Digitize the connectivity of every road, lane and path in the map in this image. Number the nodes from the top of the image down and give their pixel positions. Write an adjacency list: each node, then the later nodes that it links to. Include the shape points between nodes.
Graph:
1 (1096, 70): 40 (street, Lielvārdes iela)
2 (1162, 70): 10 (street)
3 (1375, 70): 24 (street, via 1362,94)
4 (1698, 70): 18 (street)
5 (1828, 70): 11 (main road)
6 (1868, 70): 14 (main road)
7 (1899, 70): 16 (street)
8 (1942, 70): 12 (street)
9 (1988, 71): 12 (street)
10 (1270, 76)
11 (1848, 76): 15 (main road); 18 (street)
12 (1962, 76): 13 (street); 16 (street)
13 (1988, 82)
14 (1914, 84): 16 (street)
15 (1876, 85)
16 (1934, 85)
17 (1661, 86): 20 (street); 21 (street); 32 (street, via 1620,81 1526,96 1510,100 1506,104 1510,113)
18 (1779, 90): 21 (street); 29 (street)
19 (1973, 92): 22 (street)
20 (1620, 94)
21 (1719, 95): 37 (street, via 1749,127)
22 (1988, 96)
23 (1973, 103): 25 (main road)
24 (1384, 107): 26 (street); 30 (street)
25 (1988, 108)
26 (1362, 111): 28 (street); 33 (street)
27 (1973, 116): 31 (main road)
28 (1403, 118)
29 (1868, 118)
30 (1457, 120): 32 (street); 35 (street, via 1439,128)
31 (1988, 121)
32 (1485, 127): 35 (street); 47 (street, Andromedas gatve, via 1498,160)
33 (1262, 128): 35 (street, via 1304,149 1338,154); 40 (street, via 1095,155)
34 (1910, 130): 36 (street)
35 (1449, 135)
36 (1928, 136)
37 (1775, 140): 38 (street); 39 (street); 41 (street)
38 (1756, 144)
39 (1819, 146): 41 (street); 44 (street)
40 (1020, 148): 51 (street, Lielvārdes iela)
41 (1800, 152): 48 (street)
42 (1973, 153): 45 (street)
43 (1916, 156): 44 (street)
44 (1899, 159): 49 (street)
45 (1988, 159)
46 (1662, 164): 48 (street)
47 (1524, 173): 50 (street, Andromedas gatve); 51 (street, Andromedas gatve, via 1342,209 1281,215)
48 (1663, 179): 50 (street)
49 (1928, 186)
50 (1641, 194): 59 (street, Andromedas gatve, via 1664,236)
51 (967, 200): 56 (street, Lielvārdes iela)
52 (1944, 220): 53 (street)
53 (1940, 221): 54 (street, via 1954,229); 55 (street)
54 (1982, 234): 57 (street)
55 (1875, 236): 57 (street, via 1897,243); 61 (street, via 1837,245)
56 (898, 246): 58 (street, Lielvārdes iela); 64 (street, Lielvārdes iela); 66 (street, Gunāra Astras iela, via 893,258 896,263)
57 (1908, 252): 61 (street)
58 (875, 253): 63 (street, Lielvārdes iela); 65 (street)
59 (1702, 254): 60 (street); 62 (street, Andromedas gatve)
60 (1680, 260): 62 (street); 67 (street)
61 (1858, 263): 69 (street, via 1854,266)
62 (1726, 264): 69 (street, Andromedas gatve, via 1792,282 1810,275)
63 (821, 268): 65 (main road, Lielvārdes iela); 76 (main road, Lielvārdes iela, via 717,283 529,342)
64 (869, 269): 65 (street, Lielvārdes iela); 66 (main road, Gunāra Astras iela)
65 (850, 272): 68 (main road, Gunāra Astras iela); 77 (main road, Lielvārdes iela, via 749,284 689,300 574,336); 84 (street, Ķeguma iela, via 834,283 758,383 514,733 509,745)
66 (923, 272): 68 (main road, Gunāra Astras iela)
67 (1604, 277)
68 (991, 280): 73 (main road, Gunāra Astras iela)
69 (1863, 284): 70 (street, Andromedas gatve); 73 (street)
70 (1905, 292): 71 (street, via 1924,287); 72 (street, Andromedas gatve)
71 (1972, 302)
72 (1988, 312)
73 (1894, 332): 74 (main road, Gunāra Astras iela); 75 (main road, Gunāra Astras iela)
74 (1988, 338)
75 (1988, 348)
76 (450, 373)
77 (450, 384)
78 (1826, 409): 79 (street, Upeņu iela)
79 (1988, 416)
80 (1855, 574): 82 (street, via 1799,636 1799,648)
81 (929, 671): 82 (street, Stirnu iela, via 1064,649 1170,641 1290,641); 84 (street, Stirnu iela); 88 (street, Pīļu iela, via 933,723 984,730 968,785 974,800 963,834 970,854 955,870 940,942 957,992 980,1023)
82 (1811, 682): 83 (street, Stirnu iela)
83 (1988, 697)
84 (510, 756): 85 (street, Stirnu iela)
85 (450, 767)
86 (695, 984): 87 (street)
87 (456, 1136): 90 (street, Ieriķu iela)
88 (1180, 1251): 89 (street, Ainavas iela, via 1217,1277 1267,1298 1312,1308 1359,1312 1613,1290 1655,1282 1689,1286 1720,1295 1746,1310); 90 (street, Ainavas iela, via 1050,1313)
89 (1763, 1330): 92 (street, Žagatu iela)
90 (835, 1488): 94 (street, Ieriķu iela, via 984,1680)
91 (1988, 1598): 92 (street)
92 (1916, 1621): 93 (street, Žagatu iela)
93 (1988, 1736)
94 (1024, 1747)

About this task:
The records above need to be duplicated. Keep every word unchanged.

Answer to this task:
Digitize the connectivity of every road, lane and path in the map in this image. Number the nodes from the top of the image down and give their pixel positions. Write an adjacency list: each node, then the later nodes that it links to. Include the shape points between nodes.
Graph:
1 (1096, 70): 40 (street, Lielvārdes iela)
2 (1162, 70): 10 (street)
3 (1375, 70): 24 (street, via 1362,94)
4 (1698, 70): 18 (street)
5 (1828, 70): 11 (main road)
6 (1868, 70): 14 (main road)
7 (1899, 70): 16 (street)
8 (1942, 70): 12 (street)
9 (1988, 71): 12 (street)
10 (1270, 76)
11 (1848, 76): 15 (main road); 18 (street)
12 (1962, 76): 13 (street); 16 (street)
13 (1988, 82)
14 (1914, 84): 16 (street)
15 (1876, 85)
16 (1934, 85)
17 (1661, 86): 20 (street); 21 (street); 32 (street, via 1620,81 1526,96 1510,100 1506,104 1510,113)
18 (1779, 90): 21 (street); 29 (street)
19 (1973, 92): 22 (street)
20 (1620, 94)
21 (1719, 95): 37 (street, via 1749,127)
22 (1988, 96)
23 (1973, 103): 25 (main road)
24 (1384, 107): 26 (street); 30 (street)
25 (1988, 108)
26 (1362, 111): 28 (street); 33 (street)
27 (1973, 116): 31 (main road)
28 (1403, 118)
29 (1868, 118)
30 (1457, 120): 32 (street); 35 (street, via 1439,128)
31 (1988, 121)
32 (1485, 127): 35 (street); 47 (street, Andromedas gatve, via 1498,160)
33 (1262, 128): 35 (street, via 1304,149 1338,154); 40 (street, via 1095,155)
34 (1910, 130): 36 (street)
35 (1449, 135)
36 (1928, 136)
37 (1775, 140): 38 (street); 39 (street); 41 (street)
38 (1756, 144)
39 (1819, 146): 41 (street); 44 (street)
40 (1020, 148): 51 (street, Lielvārdes iela)
41 (1800, 152): 48 (street)
42 (1973, 153): 45 (street)
43 (1916, 156): 44 (street)
44 (1899, 159): 49 (street)
45 (1988, 159)
46 (1662, 164): 48 (street)
47 (1524, 173): 50 (street, Andromedas gatve); 51 (street, Andromedas gatve, via 1342,209 1281,215)
48 (1663, 179): 50 (street)
49 (1928, 186)
50 (1641, 194): 59 (street, Andromedas gatve, via 1664,236)
51 (967, 200): 56 (street, Lielvārdes iela)
52 (1944, 220): 53 (street)
53 (1940, 221): 54 (street, via 1954,229); 55 (street)
54 (1982, 234): 57 (street)
55 (1875, 236): 57 (street, via 1897,243); 61 (street, via 1837,245)
56 (898, 246): 58 (street, Lielvārdes iela); 64 (street, Lielvārdes iela); 66 (street, Gunāra Astras iela, via 893,258 896,263)
57 (1908, 252): 61 (street)
58 (875, 253): 63 (street, Lielvārdes iela); 65 (street)
59 (1702, 254): 60 (street); 62 (street, Andromedas gatve)
60 (1680, 260): 62 (street); 67 (street)
61 (1858, 263): 69 (street, via 1854,266)
62 (1726, 264): 69 (street, Andromedas gatve, via 1792,282 1810,275)
63 (821, 268): 65 (main road, Lielvārdes iela); 76 (main road, Lielvārdes iela, via 717,283 529,342)
64 (869, 269): 65 (street, Lielvārdes iela); 66 (main road, Gunāra Astras iela)
65 (850, 272): 68 (main road, Gunāra Astras iela); 77 (main road, Lielvārdes iela, via 749,284 689,300 574,336); 84 (street, Ķeguma iela, via 834,283 758,383 514,733 509,745)
66 (923, 272): 68 (main road, Gunāra Astras iela)
67 (1604, 277)
68 (991, 280): 73 (main road, Gunāra Astras iela)
69 (1863, 284): 70 (street, Andromedas gatve); 73 (street)
70 (1905, 292): 71 (street, via 1924,287); 72 (street, Andromedas gatve)
71 (1972, 302)
72 (1988, 312)
73 (1894, 332): 74 (main road, Gunāra Astras iela); 75 (main road, Gunāra Astras iela)
74 (1988, 338)
75 (1988, 348)
76 (450, 373)
77 (450, 384)
78 (1826, 409): 79 (street, Upeņu iela)
79 (1988, 416)
80 (1855, 574): 82 (street, via 1799,636 1799,648)
81 (929, 671): 82 (street, Stirnu iela, via 1064,649 1170,641 1290,641); 84 (street, Stirnu iela); 88 (street, Pīļu iela, via 933,723 984,730 968,785 974,800 963,834 970,854 955,870 940,942 957,992 980,1023)
82 (1811, 682): 83 (street, Stirnu iela)
83 (1988, 697)
84 (510, 756): 85 (street, Stirnu iela)
85 (450, 767)
86 (695, 984): 87 (street)
87 (456, 1136): 90 (street, Ieriķu iela)
88 (1180, 1251): 89 (street, Ainavas iela, via 1217,1277 1267,1298 1312,1308 1359,1312 1613,1290 1655,1282 1689,1286 1720,1295 1746,1310); 90 (street, Ainavas iela, via 1050,1313)
89 (1763, 1330): 92 (street, Žagatu iela)
90 (835, 1488): 94 (street, Ieriķu iela, via 984,1680)
91 (1988, 1598): 92 (street)
92 (1916, 1621): 93 (street, Žagatu iela)
93 (1988, 1736)
94 (1024, 1747)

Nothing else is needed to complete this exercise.